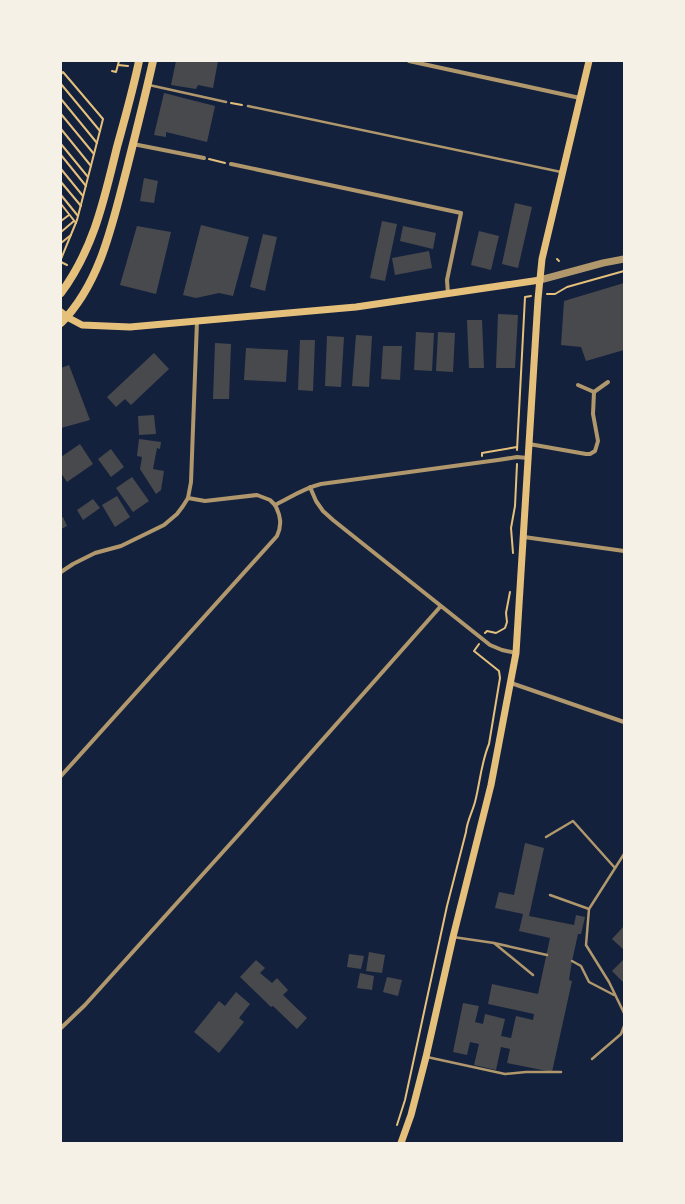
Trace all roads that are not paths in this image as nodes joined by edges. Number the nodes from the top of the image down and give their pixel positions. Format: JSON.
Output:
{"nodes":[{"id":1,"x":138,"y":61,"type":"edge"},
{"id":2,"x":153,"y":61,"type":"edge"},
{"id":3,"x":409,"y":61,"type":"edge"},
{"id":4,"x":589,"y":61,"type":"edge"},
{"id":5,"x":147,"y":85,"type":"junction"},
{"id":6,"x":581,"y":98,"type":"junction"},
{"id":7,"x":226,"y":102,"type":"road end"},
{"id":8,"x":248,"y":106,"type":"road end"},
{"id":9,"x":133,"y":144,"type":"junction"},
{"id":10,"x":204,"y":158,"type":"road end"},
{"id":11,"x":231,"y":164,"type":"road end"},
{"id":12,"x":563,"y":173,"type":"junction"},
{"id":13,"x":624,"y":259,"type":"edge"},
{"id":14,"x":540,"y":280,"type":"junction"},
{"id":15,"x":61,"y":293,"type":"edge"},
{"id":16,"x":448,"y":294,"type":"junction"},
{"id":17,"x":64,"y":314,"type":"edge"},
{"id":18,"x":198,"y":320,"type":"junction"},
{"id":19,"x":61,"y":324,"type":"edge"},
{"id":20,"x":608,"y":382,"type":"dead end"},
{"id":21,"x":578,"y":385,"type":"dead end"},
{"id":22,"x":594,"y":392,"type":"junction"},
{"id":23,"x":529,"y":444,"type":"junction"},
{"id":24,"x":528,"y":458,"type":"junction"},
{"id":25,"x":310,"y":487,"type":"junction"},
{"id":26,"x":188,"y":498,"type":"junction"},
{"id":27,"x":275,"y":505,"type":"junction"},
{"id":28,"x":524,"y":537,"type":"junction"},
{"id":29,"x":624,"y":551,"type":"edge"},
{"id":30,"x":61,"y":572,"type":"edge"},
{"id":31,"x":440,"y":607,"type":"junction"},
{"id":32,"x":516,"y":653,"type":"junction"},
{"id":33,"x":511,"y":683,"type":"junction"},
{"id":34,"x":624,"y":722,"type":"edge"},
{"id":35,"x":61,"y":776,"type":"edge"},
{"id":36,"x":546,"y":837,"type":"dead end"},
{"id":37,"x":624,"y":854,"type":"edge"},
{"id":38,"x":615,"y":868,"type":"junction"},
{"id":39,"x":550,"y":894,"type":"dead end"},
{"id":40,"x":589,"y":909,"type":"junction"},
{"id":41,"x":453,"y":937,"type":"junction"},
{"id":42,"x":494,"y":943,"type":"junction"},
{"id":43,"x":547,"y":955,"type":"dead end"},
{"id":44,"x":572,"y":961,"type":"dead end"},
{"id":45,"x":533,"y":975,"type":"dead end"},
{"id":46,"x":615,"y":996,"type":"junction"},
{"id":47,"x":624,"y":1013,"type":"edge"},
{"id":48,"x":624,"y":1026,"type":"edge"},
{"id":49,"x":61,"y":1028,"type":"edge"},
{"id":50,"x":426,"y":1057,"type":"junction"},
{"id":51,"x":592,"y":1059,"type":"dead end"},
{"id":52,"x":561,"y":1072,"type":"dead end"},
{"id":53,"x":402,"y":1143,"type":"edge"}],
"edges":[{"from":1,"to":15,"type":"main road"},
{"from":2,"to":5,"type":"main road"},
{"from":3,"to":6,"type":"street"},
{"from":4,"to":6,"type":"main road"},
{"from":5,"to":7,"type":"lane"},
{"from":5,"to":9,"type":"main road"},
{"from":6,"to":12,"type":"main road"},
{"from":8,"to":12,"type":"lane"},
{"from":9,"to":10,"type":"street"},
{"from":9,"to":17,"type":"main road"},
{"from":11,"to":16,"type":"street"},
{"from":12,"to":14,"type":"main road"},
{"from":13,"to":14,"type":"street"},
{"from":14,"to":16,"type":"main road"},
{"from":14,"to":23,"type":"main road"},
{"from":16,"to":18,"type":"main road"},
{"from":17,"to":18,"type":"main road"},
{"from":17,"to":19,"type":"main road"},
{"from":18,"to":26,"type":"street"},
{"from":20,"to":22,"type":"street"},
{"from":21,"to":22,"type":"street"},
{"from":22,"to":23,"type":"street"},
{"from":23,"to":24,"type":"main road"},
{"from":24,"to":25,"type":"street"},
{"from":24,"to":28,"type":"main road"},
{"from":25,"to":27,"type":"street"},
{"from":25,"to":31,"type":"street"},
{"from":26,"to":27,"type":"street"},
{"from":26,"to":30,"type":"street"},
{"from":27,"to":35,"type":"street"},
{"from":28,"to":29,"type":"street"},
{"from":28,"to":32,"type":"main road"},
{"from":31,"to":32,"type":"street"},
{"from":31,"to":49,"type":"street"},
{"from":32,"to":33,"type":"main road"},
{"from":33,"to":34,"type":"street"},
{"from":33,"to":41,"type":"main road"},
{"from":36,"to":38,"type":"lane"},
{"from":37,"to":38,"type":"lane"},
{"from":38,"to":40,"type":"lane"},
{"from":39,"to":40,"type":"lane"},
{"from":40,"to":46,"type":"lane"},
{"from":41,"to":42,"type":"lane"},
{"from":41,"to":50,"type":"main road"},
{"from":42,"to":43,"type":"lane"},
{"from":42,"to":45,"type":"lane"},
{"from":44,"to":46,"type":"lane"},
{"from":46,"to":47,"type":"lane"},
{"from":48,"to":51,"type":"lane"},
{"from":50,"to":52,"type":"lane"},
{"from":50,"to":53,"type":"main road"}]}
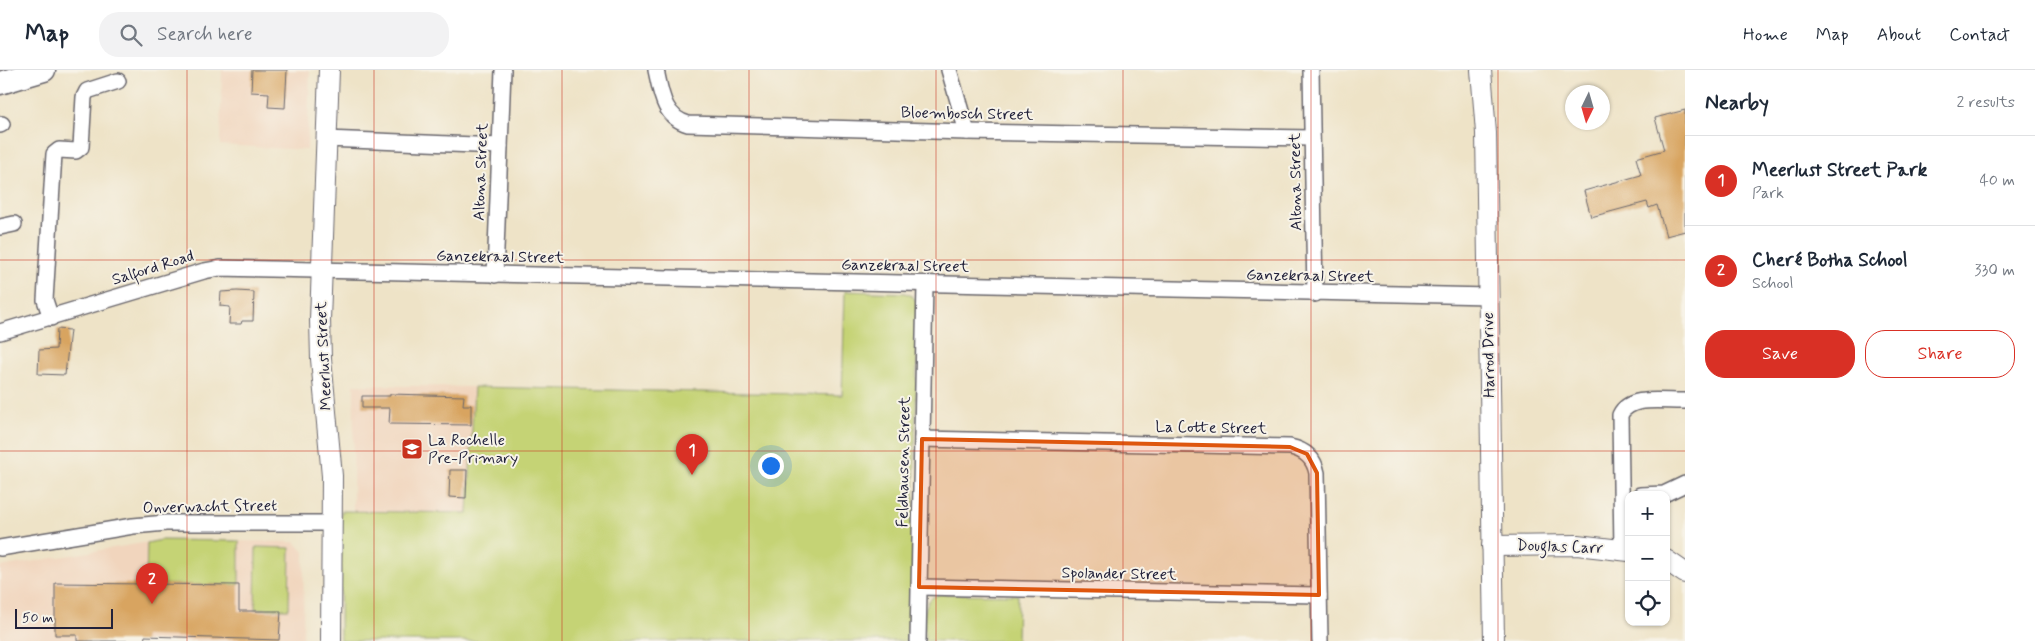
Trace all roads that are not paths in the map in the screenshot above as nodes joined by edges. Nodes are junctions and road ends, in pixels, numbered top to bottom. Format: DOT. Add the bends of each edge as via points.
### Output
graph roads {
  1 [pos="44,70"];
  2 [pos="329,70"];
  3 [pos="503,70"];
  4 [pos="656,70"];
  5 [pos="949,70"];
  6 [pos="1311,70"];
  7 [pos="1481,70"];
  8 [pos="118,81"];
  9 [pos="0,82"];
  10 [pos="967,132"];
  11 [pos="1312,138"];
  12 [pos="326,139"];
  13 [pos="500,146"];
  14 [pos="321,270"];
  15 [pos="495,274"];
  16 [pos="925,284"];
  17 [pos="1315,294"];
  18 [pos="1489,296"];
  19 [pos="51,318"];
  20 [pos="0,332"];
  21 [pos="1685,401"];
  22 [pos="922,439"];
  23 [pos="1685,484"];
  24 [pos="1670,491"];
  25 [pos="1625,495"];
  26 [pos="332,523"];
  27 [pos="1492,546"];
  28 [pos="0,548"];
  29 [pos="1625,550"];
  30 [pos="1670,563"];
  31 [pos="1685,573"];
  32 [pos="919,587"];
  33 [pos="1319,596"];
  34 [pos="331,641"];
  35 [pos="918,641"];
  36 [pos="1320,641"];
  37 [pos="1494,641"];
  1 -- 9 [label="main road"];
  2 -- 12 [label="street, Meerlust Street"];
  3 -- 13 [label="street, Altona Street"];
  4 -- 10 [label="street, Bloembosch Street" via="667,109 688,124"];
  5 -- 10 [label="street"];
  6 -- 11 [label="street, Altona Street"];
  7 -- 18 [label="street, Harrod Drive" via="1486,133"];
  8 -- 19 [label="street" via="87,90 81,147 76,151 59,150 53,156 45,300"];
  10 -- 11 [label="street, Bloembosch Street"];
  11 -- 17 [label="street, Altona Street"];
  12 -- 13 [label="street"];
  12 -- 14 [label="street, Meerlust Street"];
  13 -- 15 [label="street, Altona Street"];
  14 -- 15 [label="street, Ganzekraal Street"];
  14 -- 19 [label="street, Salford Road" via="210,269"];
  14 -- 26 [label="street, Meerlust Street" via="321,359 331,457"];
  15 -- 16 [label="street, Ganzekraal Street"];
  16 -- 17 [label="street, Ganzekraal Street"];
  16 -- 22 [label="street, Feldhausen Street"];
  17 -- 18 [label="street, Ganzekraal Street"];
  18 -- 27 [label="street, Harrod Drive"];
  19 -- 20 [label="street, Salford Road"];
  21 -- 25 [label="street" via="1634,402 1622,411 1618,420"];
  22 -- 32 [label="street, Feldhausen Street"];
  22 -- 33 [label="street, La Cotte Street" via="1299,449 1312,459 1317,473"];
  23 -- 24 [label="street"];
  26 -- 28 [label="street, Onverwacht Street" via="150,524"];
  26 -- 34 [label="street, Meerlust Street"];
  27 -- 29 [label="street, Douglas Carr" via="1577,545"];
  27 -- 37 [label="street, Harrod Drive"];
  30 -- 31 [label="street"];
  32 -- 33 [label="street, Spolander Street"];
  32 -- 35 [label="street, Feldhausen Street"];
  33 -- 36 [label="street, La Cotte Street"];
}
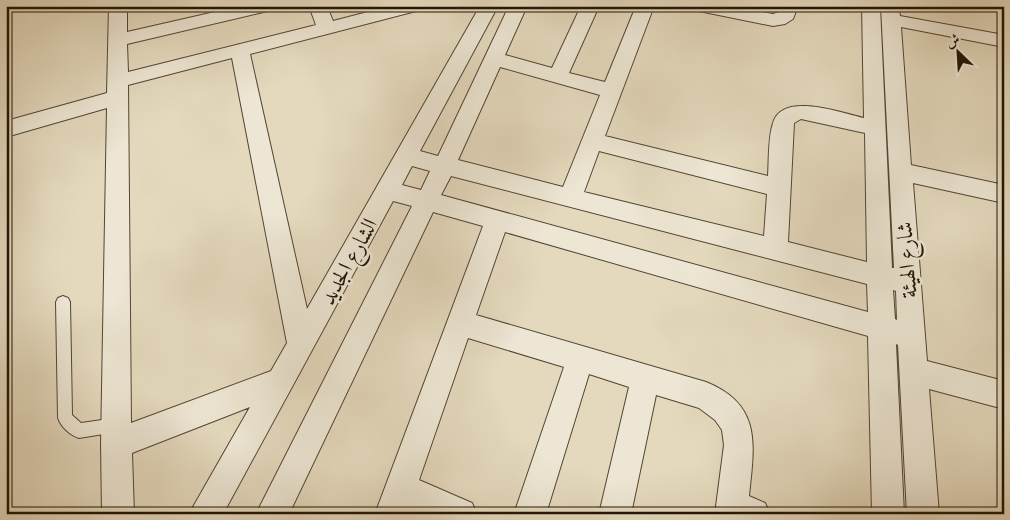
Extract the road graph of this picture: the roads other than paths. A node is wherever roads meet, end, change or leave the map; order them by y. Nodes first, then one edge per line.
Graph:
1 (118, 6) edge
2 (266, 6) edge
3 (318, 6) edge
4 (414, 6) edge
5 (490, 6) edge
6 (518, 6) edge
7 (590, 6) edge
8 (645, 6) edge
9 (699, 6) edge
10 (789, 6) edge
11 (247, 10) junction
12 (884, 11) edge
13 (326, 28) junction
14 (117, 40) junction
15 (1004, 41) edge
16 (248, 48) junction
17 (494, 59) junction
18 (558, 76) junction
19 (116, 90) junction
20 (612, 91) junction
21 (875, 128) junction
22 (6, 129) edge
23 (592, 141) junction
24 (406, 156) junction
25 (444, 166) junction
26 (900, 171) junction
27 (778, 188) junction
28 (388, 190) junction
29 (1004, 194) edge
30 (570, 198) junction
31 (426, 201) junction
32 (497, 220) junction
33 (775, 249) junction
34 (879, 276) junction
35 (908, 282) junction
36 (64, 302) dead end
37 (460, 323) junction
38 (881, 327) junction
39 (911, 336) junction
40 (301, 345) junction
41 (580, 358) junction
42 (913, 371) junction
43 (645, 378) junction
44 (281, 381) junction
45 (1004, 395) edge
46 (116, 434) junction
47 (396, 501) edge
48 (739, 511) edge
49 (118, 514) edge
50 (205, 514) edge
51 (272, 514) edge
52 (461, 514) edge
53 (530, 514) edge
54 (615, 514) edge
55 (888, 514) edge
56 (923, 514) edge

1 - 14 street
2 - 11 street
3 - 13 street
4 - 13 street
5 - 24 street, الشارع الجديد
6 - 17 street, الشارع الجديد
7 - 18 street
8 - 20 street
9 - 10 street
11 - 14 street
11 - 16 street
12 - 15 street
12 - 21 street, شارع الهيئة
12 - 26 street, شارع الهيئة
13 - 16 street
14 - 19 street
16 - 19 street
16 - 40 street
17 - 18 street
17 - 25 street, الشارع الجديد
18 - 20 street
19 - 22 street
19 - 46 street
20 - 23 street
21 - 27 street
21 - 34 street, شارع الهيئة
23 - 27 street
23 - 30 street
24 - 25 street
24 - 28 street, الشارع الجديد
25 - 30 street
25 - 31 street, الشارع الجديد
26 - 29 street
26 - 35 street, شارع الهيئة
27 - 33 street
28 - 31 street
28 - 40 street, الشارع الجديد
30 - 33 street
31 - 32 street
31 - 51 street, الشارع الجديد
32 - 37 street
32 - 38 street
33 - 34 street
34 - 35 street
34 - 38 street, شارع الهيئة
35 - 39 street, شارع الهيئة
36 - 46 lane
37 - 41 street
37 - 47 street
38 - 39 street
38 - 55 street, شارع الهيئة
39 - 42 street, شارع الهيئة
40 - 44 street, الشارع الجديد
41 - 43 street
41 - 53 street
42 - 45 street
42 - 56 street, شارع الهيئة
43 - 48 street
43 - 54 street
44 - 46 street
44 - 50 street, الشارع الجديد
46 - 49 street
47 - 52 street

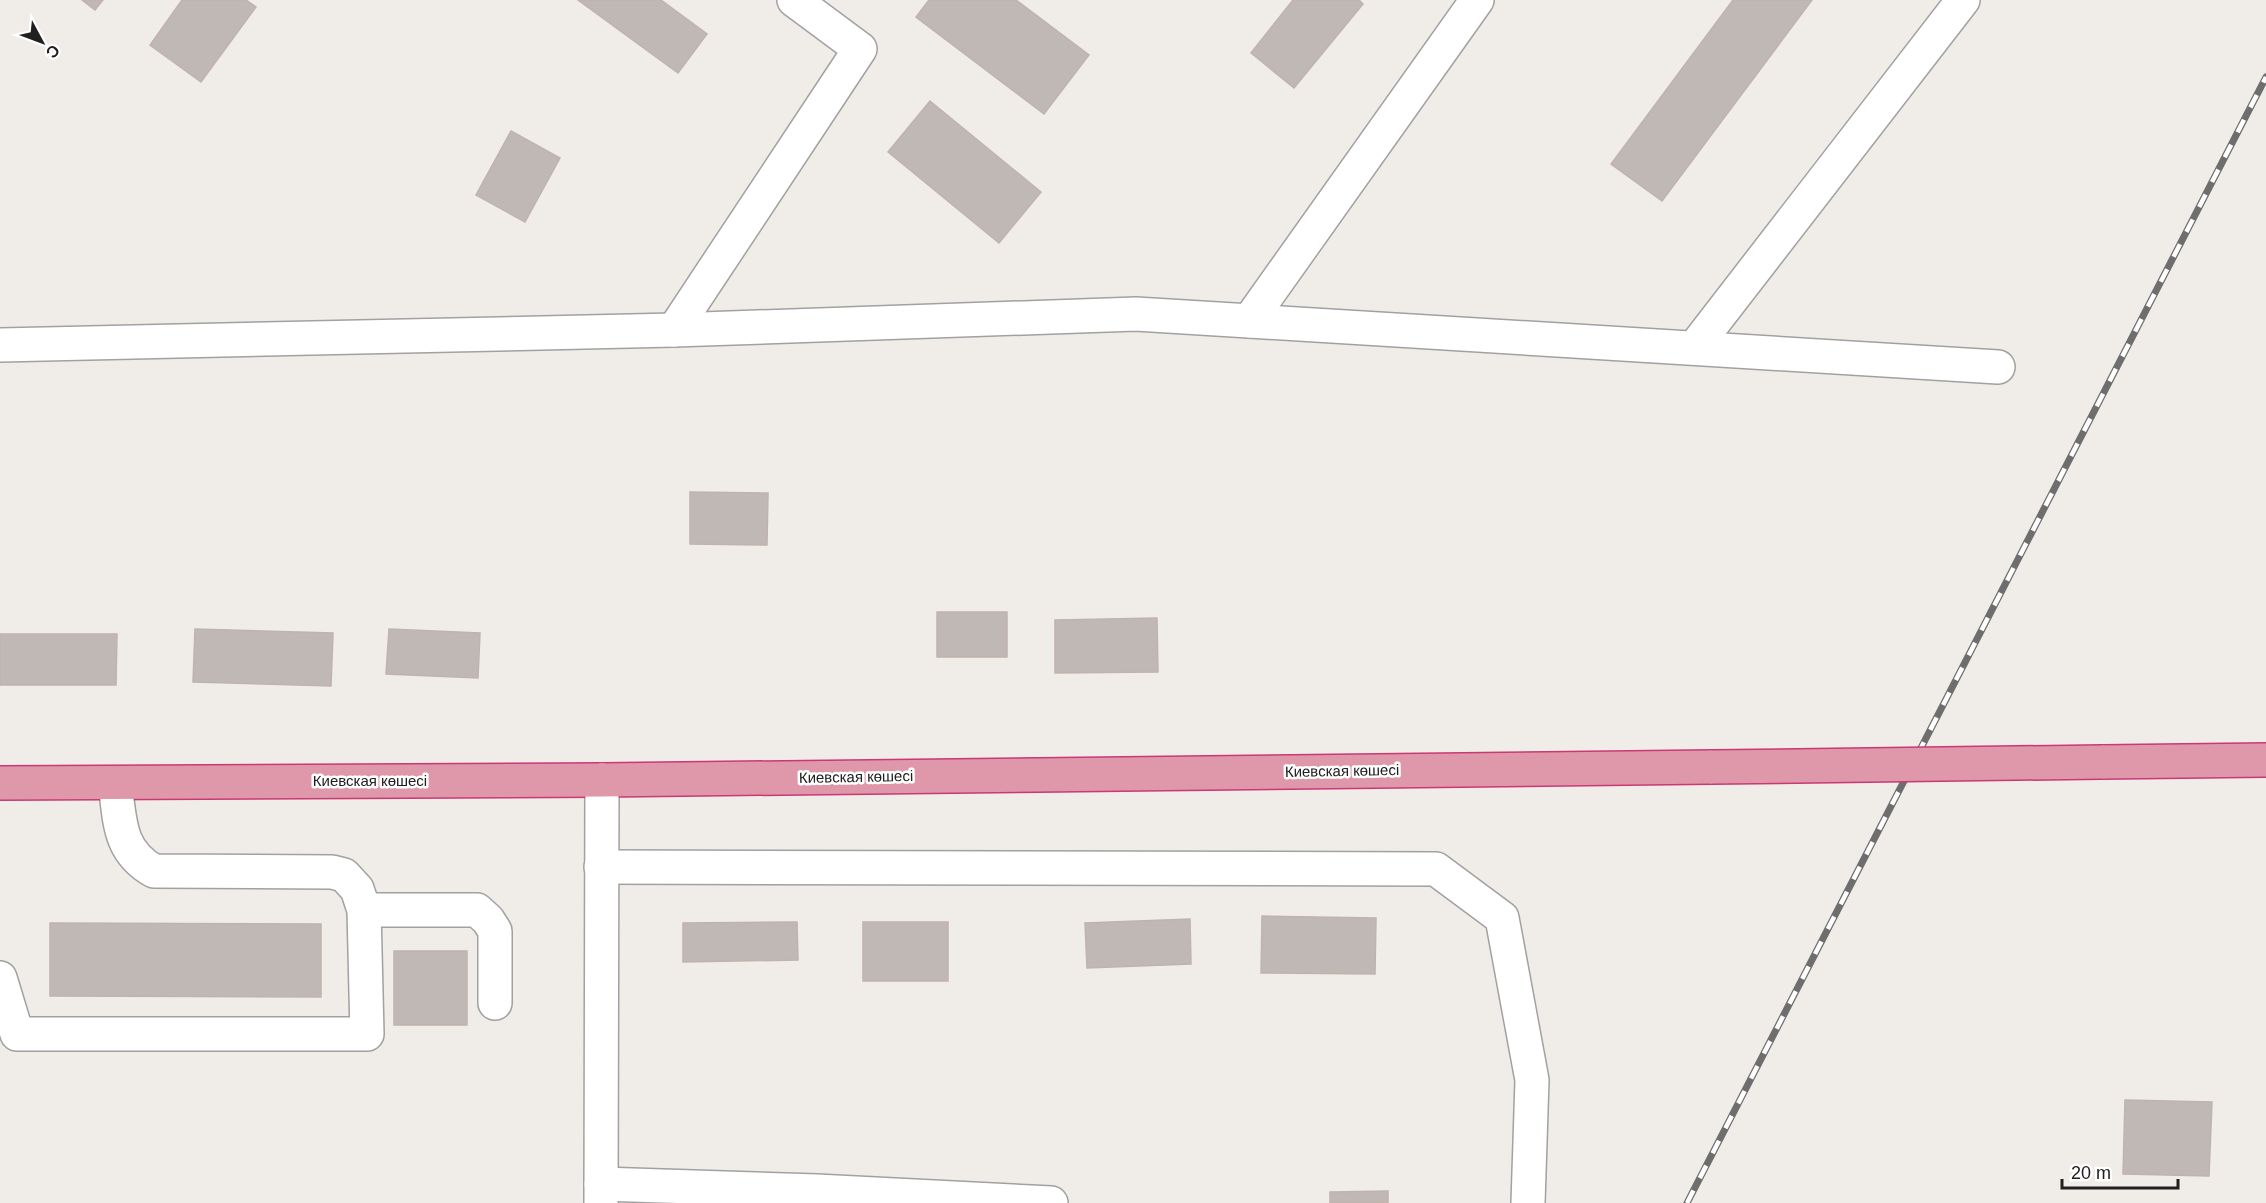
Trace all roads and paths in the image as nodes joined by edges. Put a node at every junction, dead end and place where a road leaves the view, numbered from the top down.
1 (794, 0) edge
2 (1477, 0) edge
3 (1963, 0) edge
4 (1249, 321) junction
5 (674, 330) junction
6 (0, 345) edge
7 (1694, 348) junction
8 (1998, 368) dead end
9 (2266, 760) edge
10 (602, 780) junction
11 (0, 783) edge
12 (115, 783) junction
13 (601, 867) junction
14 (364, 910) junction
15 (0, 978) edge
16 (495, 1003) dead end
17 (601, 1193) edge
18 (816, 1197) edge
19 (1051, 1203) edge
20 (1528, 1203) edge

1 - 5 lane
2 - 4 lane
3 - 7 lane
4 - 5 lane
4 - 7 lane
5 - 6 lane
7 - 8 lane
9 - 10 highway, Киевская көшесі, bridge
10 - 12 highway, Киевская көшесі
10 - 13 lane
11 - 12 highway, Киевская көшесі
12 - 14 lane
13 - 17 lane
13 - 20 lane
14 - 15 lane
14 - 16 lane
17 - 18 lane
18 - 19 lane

_ _ _

Look above for every line with the word "الشارع" and copy it.

RESPONSE AREA:
5 - 24 street, الشارع الجديد
6 - 17 street, الشارع الجديد
17 - 25 street, الشارع الجديد
24 - 28 street, الشارع الجديد
25 - 31 street, الشارع الجديد
28 - 40 street, الشارع الجديد
31 - 51 street, الشارع الجديد
40 - 44 street, الشارع الجديد
44 - 50 street, الشارع الجديد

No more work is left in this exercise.